### Available data

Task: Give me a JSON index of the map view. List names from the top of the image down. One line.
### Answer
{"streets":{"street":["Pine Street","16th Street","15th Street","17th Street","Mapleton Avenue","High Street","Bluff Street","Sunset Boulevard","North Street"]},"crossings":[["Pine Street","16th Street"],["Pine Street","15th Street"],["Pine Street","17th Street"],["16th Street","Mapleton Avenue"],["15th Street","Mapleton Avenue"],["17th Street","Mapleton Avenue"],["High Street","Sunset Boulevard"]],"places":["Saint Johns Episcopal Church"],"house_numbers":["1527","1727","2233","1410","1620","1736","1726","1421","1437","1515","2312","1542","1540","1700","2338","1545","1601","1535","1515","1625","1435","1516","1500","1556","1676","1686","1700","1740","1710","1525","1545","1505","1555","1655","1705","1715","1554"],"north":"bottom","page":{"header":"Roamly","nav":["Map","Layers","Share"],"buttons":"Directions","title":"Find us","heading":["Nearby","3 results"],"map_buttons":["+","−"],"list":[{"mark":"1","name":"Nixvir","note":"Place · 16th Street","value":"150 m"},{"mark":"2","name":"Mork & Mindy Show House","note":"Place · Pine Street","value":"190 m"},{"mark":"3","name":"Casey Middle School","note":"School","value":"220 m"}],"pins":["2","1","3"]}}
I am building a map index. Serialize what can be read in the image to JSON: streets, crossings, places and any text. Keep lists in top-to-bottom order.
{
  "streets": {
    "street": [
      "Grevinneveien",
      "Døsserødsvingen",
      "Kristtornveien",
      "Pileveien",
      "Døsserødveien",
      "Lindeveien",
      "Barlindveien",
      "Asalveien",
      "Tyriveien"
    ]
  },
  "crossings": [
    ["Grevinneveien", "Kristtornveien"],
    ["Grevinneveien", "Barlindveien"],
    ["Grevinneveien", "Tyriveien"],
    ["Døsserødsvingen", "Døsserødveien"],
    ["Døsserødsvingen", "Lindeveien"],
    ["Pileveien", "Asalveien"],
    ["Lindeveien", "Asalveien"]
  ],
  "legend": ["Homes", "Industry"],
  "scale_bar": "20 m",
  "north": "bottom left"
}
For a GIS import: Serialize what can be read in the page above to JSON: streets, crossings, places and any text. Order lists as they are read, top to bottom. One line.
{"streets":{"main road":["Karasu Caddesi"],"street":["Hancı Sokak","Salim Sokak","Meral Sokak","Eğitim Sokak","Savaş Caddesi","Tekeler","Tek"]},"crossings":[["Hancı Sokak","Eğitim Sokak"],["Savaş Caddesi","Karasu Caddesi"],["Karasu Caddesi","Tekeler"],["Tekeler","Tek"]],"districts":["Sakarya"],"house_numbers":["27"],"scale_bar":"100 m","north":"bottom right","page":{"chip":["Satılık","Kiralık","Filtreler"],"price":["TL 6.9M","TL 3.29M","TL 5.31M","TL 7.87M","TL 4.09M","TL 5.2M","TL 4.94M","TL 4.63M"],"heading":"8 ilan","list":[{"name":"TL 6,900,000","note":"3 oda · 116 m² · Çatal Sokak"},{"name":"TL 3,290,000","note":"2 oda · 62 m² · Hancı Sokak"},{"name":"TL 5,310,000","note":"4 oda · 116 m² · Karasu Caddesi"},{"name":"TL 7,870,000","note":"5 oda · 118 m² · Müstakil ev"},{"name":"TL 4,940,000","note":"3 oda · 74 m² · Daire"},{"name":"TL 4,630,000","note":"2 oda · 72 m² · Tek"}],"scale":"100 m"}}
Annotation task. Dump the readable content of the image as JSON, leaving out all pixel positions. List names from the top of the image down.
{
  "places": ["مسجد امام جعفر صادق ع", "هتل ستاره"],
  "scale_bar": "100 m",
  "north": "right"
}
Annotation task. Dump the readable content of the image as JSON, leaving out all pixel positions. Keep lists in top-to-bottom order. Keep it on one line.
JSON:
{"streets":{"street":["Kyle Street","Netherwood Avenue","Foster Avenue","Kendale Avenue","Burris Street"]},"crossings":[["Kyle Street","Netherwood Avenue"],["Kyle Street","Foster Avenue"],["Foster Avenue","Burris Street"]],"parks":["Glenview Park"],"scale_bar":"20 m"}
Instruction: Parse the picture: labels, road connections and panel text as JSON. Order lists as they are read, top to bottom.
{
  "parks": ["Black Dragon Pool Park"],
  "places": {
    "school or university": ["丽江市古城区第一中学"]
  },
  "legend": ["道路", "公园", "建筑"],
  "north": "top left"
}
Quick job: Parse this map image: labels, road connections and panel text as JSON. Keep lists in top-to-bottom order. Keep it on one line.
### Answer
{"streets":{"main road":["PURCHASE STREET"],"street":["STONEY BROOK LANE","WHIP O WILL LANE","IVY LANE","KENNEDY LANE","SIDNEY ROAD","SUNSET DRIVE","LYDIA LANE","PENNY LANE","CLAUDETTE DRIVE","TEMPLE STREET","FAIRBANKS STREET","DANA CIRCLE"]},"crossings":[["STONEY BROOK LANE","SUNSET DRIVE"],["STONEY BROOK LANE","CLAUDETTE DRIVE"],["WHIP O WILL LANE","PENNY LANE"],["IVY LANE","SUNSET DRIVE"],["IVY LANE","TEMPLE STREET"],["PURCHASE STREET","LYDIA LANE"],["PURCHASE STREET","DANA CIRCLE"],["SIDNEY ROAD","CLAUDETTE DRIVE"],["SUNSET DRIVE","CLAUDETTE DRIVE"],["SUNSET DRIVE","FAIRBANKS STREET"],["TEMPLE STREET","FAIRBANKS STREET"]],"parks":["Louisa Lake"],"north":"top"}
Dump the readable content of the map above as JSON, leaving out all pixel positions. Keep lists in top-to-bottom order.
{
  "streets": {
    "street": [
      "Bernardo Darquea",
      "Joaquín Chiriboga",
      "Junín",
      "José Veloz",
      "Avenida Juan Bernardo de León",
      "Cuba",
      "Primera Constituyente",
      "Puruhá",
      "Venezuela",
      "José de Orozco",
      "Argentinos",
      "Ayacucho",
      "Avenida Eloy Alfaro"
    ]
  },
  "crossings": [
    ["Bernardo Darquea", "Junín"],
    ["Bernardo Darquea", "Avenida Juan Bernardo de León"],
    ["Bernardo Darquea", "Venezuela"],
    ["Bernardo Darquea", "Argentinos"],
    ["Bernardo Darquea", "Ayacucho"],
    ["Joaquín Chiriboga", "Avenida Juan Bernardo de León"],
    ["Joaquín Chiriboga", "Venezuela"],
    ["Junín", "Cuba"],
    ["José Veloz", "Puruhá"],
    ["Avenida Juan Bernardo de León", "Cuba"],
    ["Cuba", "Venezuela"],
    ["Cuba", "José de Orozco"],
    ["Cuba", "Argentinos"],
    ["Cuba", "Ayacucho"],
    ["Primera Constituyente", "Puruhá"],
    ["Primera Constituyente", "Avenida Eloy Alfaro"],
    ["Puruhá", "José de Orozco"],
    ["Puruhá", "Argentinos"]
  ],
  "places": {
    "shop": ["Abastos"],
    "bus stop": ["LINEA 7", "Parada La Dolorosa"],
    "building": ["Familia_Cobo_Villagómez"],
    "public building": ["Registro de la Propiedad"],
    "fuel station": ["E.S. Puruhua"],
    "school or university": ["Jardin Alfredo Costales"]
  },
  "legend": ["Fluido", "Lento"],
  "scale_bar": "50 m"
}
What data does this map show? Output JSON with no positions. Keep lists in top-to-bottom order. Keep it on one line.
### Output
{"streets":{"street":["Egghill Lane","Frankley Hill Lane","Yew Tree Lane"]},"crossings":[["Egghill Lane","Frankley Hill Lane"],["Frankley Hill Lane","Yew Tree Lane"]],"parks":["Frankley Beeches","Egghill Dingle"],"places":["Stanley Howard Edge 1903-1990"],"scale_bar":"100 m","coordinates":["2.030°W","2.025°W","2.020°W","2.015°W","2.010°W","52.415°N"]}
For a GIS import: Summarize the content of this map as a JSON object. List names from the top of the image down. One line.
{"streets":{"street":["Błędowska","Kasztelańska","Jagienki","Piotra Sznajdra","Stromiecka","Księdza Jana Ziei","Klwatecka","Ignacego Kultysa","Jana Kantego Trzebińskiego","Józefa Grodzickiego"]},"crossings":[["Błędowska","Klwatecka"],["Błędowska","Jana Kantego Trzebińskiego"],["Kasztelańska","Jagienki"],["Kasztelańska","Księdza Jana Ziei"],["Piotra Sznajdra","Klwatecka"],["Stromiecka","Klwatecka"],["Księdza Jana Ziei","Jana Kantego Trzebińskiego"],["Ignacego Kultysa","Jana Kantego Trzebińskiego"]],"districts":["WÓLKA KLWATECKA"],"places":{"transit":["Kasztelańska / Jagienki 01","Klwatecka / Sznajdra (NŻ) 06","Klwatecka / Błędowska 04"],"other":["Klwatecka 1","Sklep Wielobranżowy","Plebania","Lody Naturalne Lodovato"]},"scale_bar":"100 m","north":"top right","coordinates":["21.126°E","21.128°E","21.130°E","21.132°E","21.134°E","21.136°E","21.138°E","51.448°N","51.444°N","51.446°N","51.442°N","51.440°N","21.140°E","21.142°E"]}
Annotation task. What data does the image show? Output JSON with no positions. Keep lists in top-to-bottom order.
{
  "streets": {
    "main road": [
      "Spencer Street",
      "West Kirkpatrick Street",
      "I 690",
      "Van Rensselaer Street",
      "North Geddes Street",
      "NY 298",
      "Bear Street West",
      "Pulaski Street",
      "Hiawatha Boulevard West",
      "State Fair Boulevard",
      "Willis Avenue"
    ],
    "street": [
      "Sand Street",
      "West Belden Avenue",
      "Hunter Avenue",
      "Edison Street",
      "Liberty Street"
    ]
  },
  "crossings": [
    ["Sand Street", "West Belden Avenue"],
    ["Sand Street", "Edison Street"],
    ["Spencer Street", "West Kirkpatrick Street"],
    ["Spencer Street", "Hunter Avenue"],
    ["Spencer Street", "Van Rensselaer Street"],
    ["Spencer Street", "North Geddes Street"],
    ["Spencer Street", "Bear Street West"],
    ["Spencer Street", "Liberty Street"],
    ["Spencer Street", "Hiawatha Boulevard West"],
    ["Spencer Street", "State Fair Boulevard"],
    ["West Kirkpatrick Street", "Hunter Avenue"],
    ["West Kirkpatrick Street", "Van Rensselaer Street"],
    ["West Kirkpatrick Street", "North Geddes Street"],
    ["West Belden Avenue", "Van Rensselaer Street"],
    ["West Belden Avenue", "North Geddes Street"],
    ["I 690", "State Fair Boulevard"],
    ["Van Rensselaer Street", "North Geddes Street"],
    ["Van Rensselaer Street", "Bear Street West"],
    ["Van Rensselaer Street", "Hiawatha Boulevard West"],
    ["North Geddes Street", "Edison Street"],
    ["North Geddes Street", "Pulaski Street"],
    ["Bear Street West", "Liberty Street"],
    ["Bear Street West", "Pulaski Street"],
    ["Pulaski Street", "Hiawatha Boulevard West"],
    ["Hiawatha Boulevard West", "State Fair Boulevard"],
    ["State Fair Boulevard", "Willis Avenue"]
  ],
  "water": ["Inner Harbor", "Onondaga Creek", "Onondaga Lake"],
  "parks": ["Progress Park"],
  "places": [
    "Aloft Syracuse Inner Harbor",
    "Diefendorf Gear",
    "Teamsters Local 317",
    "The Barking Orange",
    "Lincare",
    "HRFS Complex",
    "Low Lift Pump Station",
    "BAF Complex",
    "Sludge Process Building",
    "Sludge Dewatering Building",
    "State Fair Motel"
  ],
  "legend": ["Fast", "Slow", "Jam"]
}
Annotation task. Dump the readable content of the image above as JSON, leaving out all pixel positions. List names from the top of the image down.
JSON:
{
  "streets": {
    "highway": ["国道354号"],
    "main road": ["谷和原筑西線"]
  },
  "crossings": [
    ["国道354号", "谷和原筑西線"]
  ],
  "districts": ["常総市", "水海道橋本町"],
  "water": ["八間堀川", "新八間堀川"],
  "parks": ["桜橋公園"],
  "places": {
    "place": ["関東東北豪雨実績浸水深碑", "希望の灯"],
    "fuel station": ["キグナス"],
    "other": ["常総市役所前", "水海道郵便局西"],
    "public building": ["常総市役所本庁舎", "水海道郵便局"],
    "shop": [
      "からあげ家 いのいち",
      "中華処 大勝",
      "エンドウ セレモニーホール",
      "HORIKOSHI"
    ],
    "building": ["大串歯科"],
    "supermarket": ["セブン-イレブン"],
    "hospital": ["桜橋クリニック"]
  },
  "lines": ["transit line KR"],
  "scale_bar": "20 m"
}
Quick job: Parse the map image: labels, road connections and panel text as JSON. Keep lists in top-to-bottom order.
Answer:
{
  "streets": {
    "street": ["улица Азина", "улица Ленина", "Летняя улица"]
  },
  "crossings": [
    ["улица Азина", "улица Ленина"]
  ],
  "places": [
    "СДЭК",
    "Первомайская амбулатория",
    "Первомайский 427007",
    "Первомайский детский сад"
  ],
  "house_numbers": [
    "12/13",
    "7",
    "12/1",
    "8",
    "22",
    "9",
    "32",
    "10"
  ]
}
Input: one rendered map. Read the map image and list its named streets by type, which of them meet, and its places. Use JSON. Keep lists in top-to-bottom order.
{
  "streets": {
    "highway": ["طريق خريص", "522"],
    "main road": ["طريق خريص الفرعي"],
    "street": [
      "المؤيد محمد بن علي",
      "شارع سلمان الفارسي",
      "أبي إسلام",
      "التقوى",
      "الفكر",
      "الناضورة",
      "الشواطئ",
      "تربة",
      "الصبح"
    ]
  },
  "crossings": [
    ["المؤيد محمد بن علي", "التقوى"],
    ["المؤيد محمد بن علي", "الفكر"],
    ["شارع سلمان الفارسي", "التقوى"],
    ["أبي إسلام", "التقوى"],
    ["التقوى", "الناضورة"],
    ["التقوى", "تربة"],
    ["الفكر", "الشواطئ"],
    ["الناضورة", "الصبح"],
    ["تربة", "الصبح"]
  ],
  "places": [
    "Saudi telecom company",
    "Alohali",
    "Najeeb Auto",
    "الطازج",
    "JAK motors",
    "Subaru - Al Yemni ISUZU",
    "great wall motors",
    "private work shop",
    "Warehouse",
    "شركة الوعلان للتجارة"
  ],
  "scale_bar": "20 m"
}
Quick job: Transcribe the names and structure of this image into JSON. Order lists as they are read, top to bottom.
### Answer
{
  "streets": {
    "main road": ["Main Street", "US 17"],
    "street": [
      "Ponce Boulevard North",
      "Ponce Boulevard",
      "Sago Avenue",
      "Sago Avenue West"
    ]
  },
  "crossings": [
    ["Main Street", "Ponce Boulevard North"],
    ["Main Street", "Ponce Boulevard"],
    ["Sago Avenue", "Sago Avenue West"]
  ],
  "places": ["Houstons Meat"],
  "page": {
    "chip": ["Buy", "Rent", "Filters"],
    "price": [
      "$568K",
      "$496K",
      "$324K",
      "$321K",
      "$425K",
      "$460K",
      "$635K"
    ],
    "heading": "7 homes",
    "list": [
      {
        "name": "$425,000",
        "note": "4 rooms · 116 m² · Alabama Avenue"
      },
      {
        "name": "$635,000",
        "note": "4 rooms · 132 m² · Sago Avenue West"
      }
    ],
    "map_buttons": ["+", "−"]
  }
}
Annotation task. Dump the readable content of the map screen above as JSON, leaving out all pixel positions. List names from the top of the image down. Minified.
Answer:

######

Where a line above holds the word "Quick", copy it.

### Solution to this problem
Quick job: Parse this map image: labels, road connections and panel text as JSON. Keep lists in top-to-bottom order. Keep it on one line.
Quick job: Parse the map image: labels, road connections and panel text as JSON. Keep lists in top-to-bottom order.
Quick job: Transcribe the names and structure of this image into JSON. Order lists as they are read, top to bottom.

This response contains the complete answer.